◆ What you need to do
Reproduce from the records below, with no pictures, exactly the lines between the one containing "middle tip: (542, 496)" and the one containing "middle tip: (1123, 948)", inclusive.

Saved data entries:
☆ ☆ ☆ ☆

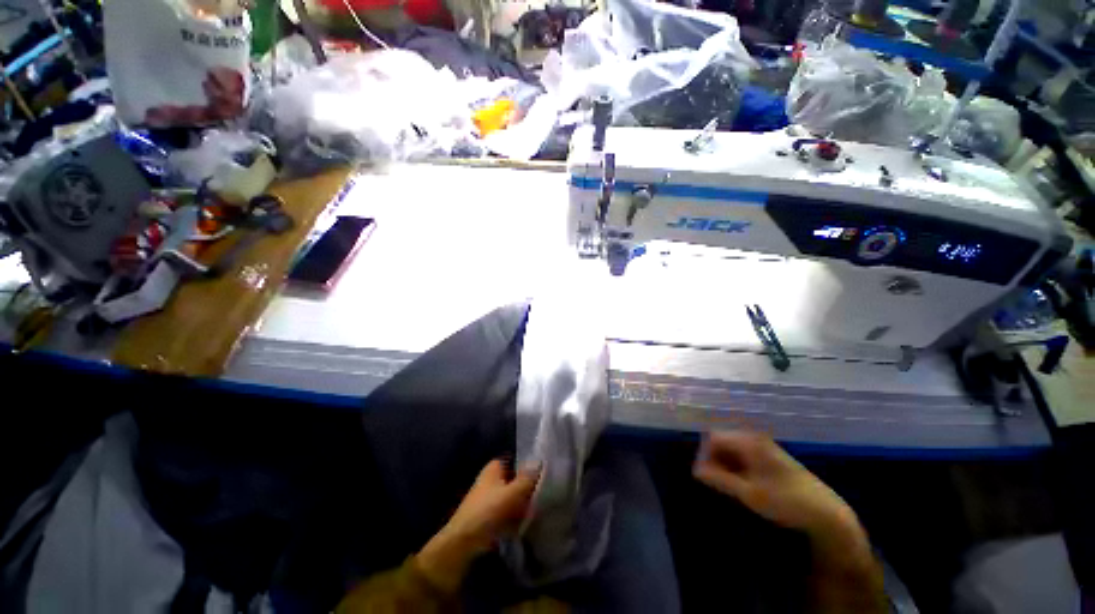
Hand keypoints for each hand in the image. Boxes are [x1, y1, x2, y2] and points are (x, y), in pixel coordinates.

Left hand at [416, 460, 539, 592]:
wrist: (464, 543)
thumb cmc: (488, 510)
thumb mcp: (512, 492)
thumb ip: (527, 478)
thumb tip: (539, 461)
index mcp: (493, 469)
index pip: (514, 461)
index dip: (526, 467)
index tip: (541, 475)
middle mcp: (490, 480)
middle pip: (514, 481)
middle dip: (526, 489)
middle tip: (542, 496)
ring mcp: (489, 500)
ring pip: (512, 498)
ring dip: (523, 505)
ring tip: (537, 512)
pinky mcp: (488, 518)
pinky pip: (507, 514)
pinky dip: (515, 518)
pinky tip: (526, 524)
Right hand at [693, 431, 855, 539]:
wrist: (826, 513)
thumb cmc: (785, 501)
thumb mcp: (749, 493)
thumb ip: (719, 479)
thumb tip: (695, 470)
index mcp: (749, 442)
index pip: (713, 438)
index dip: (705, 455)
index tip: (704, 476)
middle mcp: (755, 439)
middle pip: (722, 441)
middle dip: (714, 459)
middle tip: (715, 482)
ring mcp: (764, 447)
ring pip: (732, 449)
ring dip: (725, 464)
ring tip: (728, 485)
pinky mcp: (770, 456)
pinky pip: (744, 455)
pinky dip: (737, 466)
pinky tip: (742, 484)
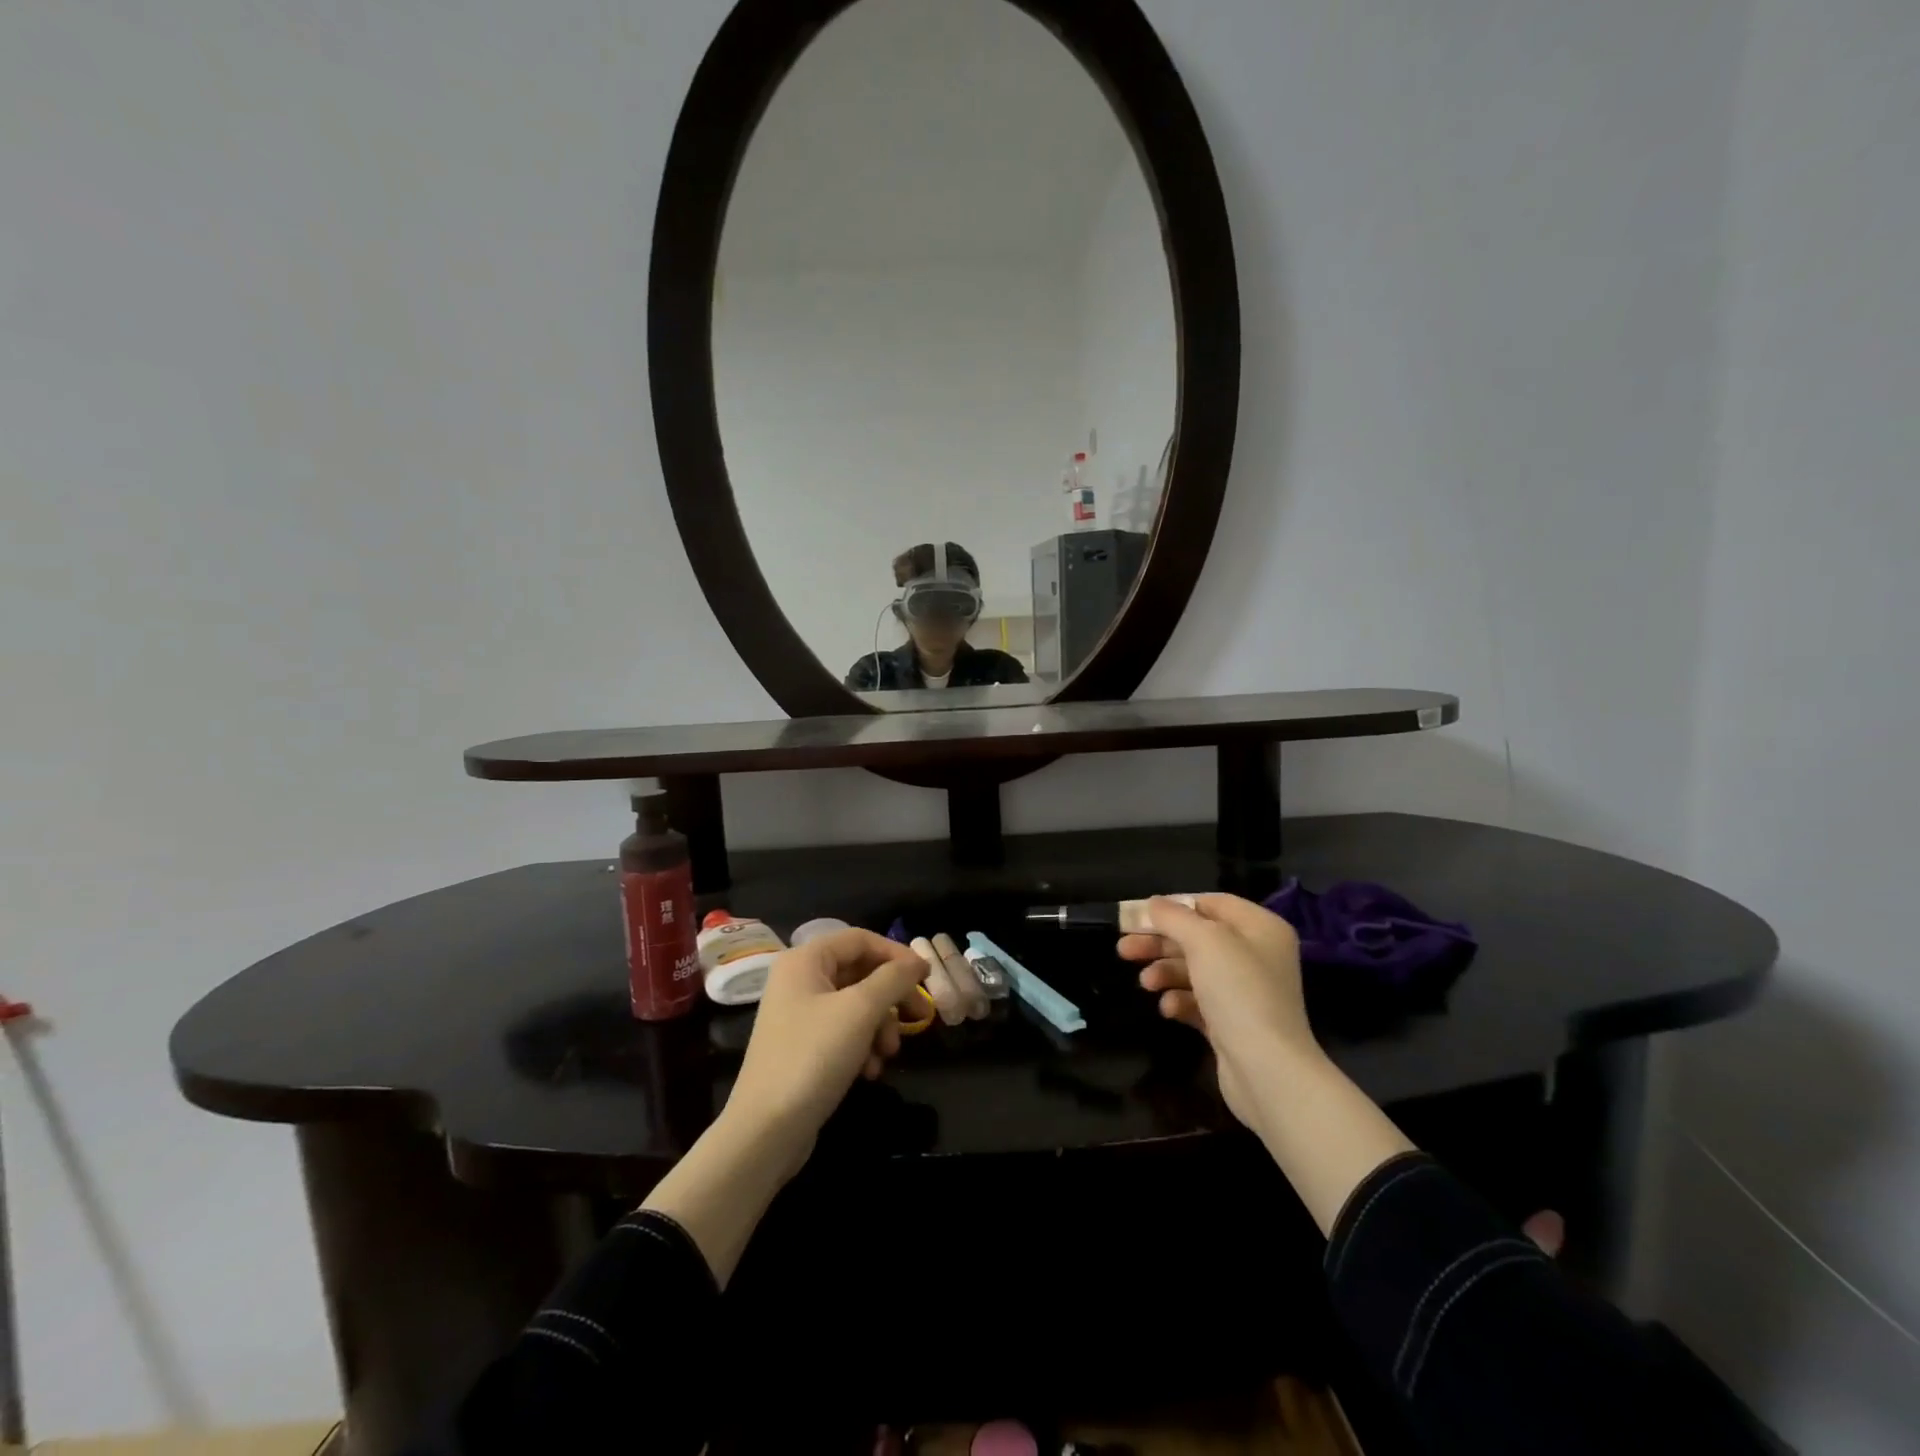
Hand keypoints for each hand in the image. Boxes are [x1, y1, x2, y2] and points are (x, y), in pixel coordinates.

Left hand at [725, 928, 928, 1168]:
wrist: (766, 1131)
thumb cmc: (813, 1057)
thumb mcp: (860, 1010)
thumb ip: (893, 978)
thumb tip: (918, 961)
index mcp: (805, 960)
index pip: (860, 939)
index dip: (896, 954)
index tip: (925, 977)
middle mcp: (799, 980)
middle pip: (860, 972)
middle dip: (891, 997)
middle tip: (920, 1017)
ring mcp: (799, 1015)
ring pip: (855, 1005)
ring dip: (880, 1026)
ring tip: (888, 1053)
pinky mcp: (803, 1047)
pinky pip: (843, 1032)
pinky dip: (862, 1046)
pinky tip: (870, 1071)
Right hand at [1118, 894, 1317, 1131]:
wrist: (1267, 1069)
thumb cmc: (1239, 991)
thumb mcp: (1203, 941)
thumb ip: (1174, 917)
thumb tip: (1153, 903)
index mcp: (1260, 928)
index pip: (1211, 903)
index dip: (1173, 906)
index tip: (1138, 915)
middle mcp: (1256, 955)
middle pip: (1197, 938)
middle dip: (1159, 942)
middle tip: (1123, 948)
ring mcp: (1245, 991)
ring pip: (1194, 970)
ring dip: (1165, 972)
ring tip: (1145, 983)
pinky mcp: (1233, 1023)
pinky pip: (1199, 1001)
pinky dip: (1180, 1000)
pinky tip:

☆ ☆ ☆ ☆

◆ Problem solution
middle tip: (542, 496)
ring mcp: (489, 500)
ring pip: (512, 498)
ring dip: (523, 505)
ring tip: (537, 512)
pinky mcp: (488, 518)
pinky pip: (507, 514)
pinky dip: (515, 518)
pinky tip: (526, 524)
Right hand at [693, 431, 855, 539]:
wrist: (826, 513)
thumb cmc: (785, 501)
thumb mcp: (749, 493)
thumb ip: (719, 479)
thumb tip: (695, 470)
index mcp: (749, 442)
index pip: (713, 438)
index dip: (705, 455)
index tip: (704, 476)
middle mcp: (755, 439)
middle pip: (722, 441)
middle dip: (714, 459)
middle tip: (715, 482)
ring mcp: (764, 447)
ring pip: (732, 449)
ring dip: (725, 464)
ring tip: (728, 485)
pinky mcp: (770, 456)
pinky pip: (744, 455)
pinky dip: (737, 466)
pinky tip: (742, 484)
Hand keypoints for each hand in the image. Boxes are [x1, y1, x2, y2] and points are (x, y), in pixel coordinates.

Left hand at [725, 928, 928, 1168]:
wrist: (766, 1131)
thumb cmc: (813, 1057)
thumb mcp: (860, 1010)
thumb ip: (893, 978)
thumb tip: (918, 961)
index mcp: (805, 960)
index pip: (860, 939)
index dip: (896, 954)
index tip: (925, 977)
middle mcp: (799, 980)
middle pip: (860, 972)
middle dip: (891, 997)
middle tip: (920, 1017)
ring mcp: (799, 1015)
ring pip: (855, 1005)
ring dip: (880, 1026)
ring tip: (888, 1053)
pinky mcp: (803, 1047)
pinky pip: (843, 1032)
pinky dip: (862, 1046)
pinky tip: (870, 1071)
Right hand at [1118, 894, 1317, 1131]:
wrist: (1267, 1069)
thumb cmc: (1239, 991)
thumb mcp: (1203, 941)
thumb ip: (1174, 917)
thumb tip: (1153, 903)
index mcp: (1260, 928)
index pip: (1211, 903)
index dip: (1173, 906)
index tip: (1138, 915)
middle mcp: (1256, 955)
middle pip: (1197, 938)
middle dip: (1159, 942)
middle tip: (1123, 948)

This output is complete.